While Rubens’ lifelong engagement in political intrigue indicates that he was no pacifist in the modern sense, his description of his composition from a letter to Sustermans leaves no doubt that he intended it as an execration of war: “The principal figure is Mars [the god of war], who… rushes forth with shield and blood-stained sword, threatening the people with great disaster… Near by are monsters personifying Pestilence and Famine, those inseparable partners of War… There is also a mother with her child in her arms, indicating that fecundity, procreation, and charity are thwarted by War, which corrupts and destroys everything… That grief-stricken woman clothed in black… is the unfortunate Europe who, for so many years now, has suffered plunder, outrage, and misery, which are so injurious to everyone…” 1

Francisco de Goya. There is no one to help them. 1810-1815 (printed 1863). Etching and aquatint. Image and data from Davison Art Center, Wesleyan University.

Spanish painter Franciso Goya’s response to the Napoleonic occupation of his country that wrought misery and destruction may be seen in the series of 82 aquatints made from 1810-1820 and published posthumously under the title Los Desastres de la guerra (Disasters of War). On completion of the series of proofs, the artist had originally given the title: “Fatal consequences of the bloody war in Spain with Bonaparte, and other emphatic caprices.” In each devastating scene, devoid of heroism, Goya encapsulates the abject violence and degradation of conflict, as in plate 60, There is no one to help them.

William S. Rimmer. Civil War Scene. c. 1870/1875. Oil on canvas. Image and data from The Detroit Institute of Arts.

Alexander Gardner. Burying the Dead on the Battlefield of Antietam, September 1862. Albumen silver print from glass negative. Image and data from The Metropolitan Museum of Art. Creative Commons: Free Reuse (CC0).

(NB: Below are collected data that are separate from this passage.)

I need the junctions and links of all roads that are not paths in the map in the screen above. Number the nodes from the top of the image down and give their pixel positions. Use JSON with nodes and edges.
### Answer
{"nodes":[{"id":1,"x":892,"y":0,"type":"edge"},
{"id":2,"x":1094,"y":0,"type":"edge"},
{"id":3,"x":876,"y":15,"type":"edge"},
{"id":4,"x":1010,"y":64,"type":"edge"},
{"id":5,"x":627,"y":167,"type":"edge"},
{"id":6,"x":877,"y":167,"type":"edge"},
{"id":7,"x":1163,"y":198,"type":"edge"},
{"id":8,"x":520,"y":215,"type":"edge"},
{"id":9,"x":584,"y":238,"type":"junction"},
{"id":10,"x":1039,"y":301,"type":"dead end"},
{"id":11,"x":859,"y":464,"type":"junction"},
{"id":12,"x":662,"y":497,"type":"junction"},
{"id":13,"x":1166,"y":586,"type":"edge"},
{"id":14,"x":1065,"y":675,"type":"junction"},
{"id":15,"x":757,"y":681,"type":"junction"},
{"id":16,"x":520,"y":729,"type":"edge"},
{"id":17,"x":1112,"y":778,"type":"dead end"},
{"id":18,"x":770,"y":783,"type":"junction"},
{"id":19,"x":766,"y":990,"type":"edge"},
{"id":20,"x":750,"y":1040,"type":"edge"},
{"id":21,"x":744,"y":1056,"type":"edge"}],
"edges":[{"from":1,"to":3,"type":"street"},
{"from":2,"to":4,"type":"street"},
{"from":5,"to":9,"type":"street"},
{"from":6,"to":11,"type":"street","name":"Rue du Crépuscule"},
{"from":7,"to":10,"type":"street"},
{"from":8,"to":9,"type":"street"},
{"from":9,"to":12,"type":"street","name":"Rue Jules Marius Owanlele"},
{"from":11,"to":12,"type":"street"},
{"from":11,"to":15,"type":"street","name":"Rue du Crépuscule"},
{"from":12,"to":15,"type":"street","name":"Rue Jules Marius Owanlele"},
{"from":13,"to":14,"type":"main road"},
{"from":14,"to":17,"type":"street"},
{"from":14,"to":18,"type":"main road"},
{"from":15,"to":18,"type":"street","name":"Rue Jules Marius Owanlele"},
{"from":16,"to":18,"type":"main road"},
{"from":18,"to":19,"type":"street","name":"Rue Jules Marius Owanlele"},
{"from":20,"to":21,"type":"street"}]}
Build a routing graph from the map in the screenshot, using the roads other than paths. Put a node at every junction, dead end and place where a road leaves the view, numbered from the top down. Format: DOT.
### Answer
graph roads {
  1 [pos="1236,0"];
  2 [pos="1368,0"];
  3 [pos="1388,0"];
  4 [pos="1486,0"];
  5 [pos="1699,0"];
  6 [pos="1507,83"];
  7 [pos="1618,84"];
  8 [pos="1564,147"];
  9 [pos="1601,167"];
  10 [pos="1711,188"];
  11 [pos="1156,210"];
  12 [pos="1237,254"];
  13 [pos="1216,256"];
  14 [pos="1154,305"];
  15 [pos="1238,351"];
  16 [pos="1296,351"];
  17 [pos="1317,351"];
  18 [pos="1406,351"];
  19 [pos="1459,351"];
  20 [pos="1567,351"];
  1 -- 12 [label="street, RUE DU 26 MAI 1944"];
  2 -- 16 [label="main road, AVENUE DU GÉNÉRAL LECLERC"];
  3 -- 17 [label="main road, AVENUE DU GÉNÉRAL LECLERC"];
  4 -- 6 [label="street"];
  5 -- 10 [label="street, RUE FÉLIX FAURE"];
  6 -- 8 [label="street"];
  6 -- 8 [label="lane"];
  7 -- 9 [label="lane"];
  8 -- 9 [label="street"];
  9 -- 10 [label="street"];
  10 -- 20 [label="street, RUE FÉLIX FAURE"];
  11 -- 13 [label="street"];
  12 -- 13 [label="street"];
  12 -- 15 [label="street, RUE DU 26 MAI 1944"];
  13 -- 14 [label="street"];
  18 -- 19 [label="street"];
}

A Civil War scene by the American painter/sculptor William Rimmer made in the artist’s final years appears at first like a quiet respite from battle — a soldier reclines while his horse rests. Closer inspection reveals that the soldier is wounded and his horse looks out over a field where the lifeless bodies of another horse and a soldier have fallen.

The same conflict provoked the first use of the camera on the battlefield in America when Alexander Gardner photographed the dead at Antietam, mere days after the fighting had ceased. In his Burying the dead, the subtle reference to mortality from Rimmer’s painting is laid bare and made immediate by the new medium of photography.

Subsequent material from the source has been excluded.